(Stored data)
^^^^
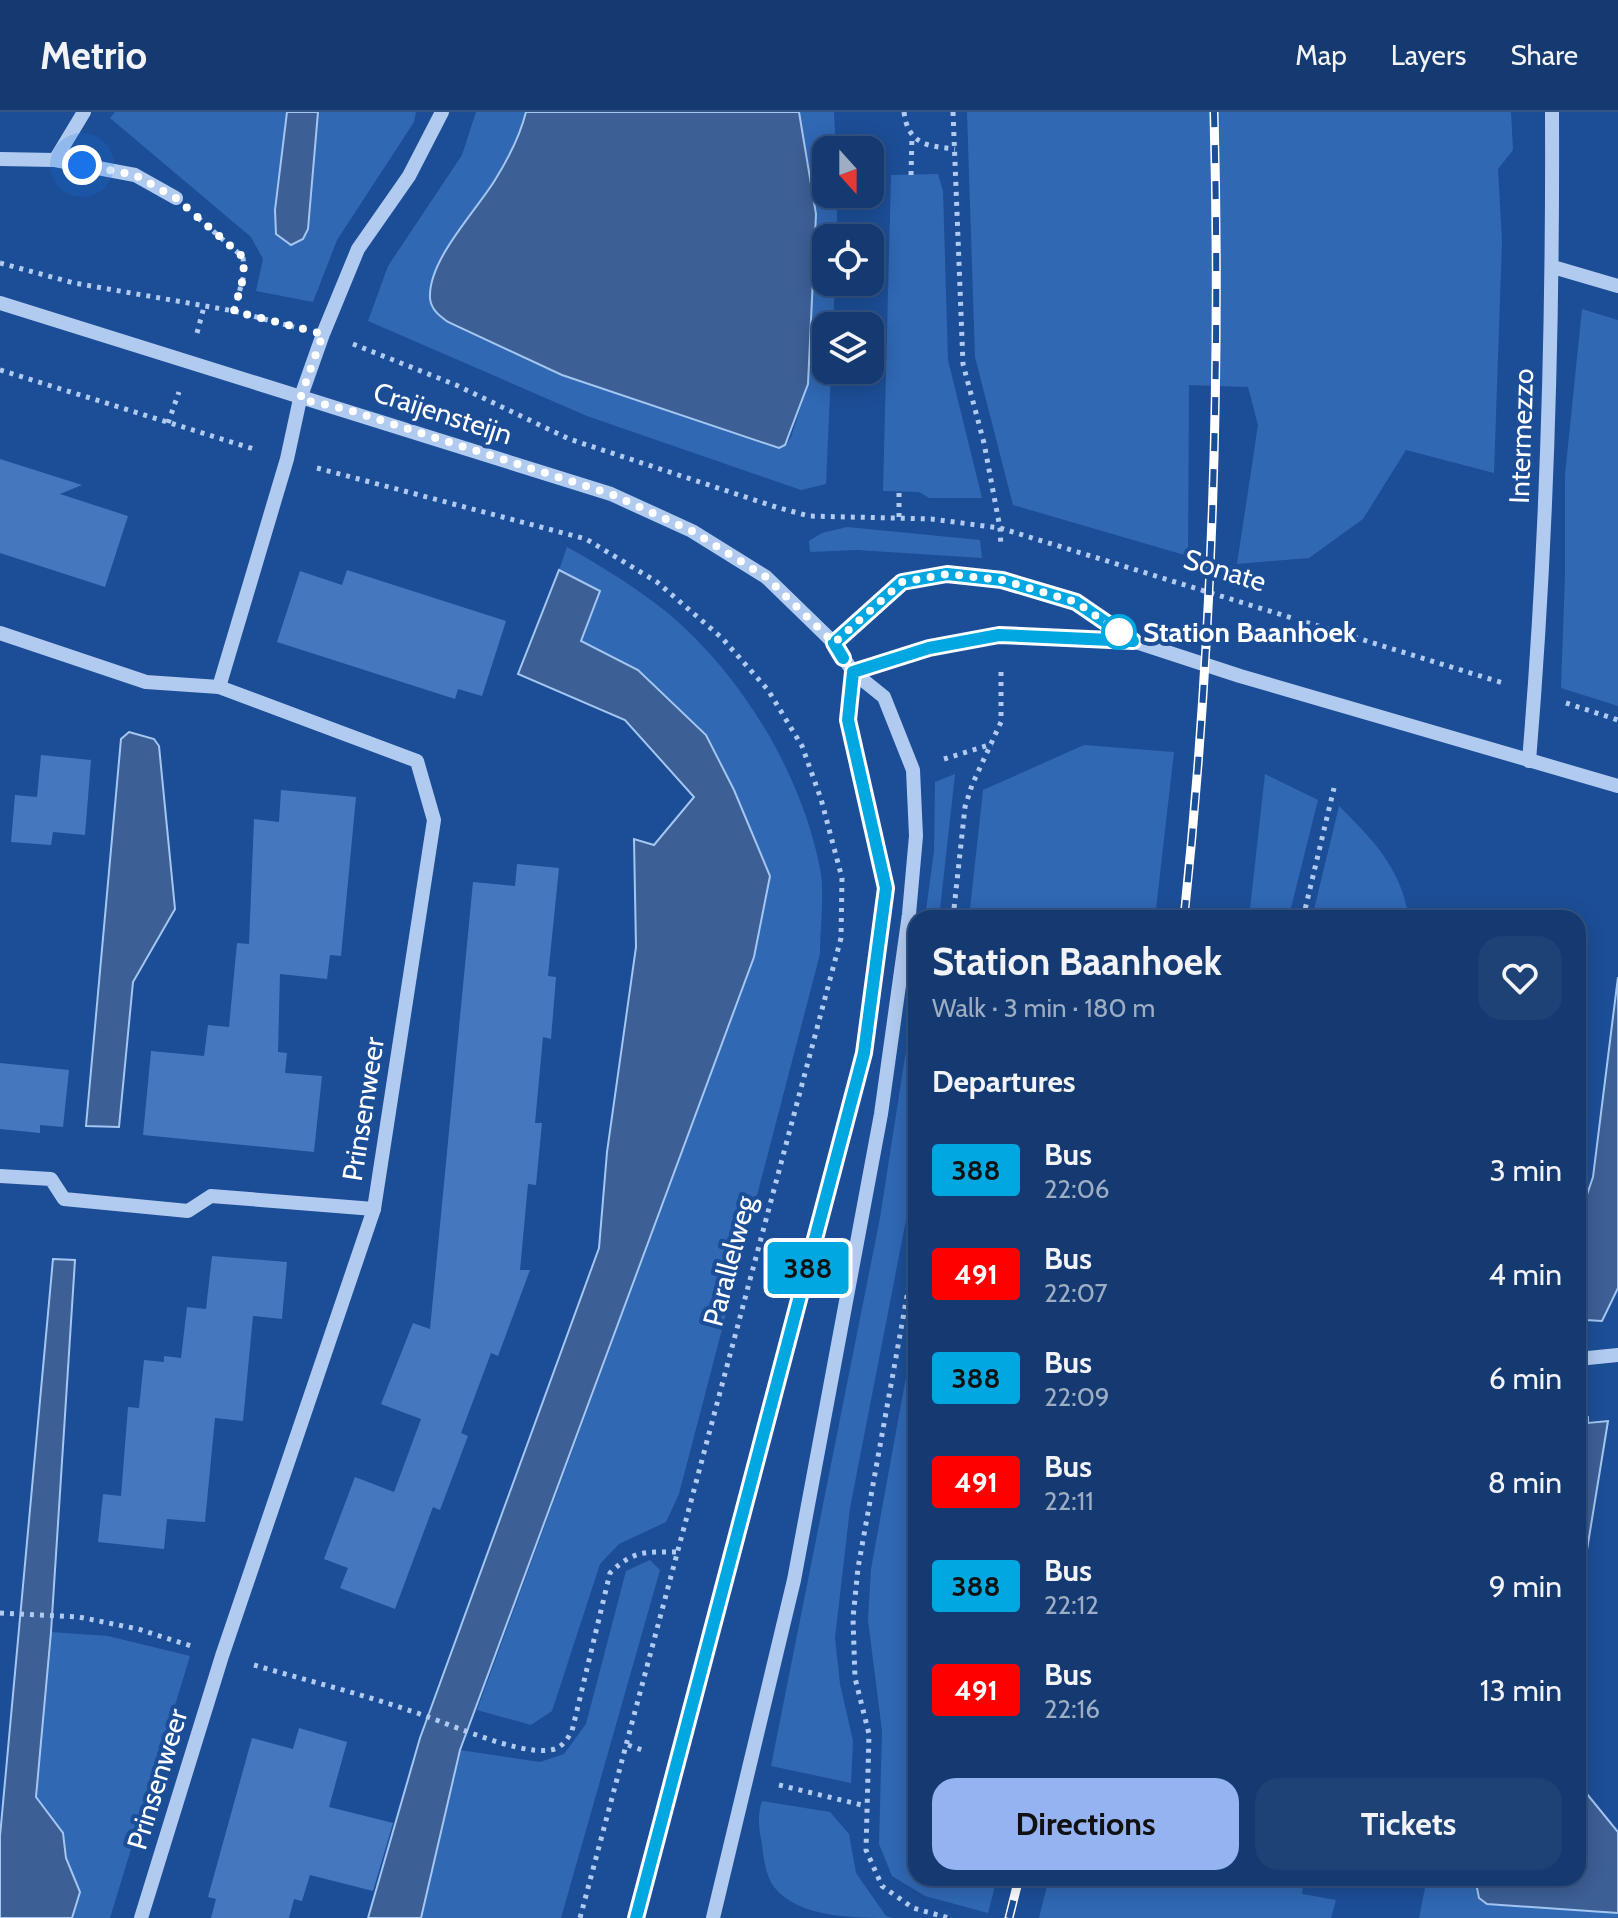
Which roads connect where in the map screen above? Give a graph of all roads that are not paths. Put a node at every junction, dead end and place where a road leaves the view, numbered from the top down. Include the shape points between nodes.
1 (84, 112) edge
2 (442, 112) edge
3 (1552, 112) edge
4 (0, 159) edge
5 (55, 160) junction
6 (176, 198) road end
7 (1553, 267) junction
8 (1618, 286) edge
9 (0, 303) edge
10 (300, 399) junction
11 (0, 633) edge
12 (1133, 641) junction
13 (834, 643) junction
14 (853, 672) junction
15 (219, 687) junction
16 (1529, 761) junction
17 (1618, 786) edge
18 (909, 910) edge
19 (908, 921) edge
20 (0, 1176) edge
21 (374, 1209) junction
22 (1618, 1355) edge
23 (1586, 1358) edge
24 (141, 1918) edge
25 (636, 1918) edge
26 (713, 1918) edge

1 - 5 street
2 - 10 street via 409,176 358,249
3 - 7 street, Intermezzo
4 - 5 street
5 - 6 street via 135,175
7 - 8 street
7 - 16 street, Intermezzo via 1541,598
9 - 10 street, Craijensteijn
10 - 13 street, Craijensteijn via 611,494 692,531 766,577
10 - 15 street
11 - 15 street, Prinsenweer via 146,682
12 - 13 street via 1076,602 1002,580 947,574 902,582
12 - 14 street via 999,635 929,648
12 - 16 street
13 - 14 street
14 - 18 street via 884,697 913,770 916,836
14 - 25 street via 848,720 886,888 864,1053
15 - 21 street, Prinsenweer via 417,761 434,820
16 - 17 street
19 - 26 street via 881,1114 797,1565
20 - 21 street via 51,1179 64,1199 188,1211 211,1196
21 - 24 street, Prinsenweer via 222,1656
22 - 23 street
^^^^
▶ [PROBLEM DETAILS]: From the first line to the last, output the records exactly without pictures.

▶ [RESULT FOR THIS TASK]:
Which roads connect where in the map screen above? Give a graph of all roads that are not paths. Put a node at every junction, dead end and place where a road leaves the view, numbered from the top down. Include the shape points between nodes.
1 (84, 112) edge
2 (442, 112) edge
3 (1552, 112) edge
4 (0, 159) edge
5 (55, 160) junction
6 (176, 198) road end
7 (1553, 267) junction
8 (1618, 286) edge
9 (0, 303) edge
10 (300, 399) junction
11 (0, 633) edge
12 (1133, 641) junction
13 (834, 643) junction
14 (853, 672) junction
15 (219, 687) junction
16 (1529, 761) junction
17 (1618, 786) edge
18 (909, 910) edge
19 (908, 921) edge
20 (0, 1176) edge
21 (374, 1209) junction
22 (1618, 1355) edge
23 (1586, 1358) edge
24 (141, 1918) edge
25 (636, 1918) edge
26 (713, 1918) edge

1 - 5 street
2 - 10 street via 409,176 358,249
3 - 7 street, Intermezzo
4 - 5 street
5 - 6 street via 135,175
7 - 8 street
7 - 16 street, Intermezzo via 1541,598
9 - 10 street, Craijensteijn
10 - 13 street, Craijensteijn via 611,494 692,531 766,577
10 - 15 street
11 - 15 street, Prinsenweer via 146,682
12 - 13 street via 1076,602 1002,580 947,574 902,582
12 - 14 street via 999,635 929,648
12 - 16 street
13 - 14 street
14 - 18 street via 884,697 913,770 916,836
14 - 25 street via 848,720 886,888 864,1053
15 - 21 street, Prinsenweer via 417,761 434,820
16 - 17 street
19 - 26 street via 881,1114 797,1565
20 - 21 street via 51,1179 64,1199 188,1211 211,1196
21 - 24 street, Prinsenweer via 222,1656
22 - 23 street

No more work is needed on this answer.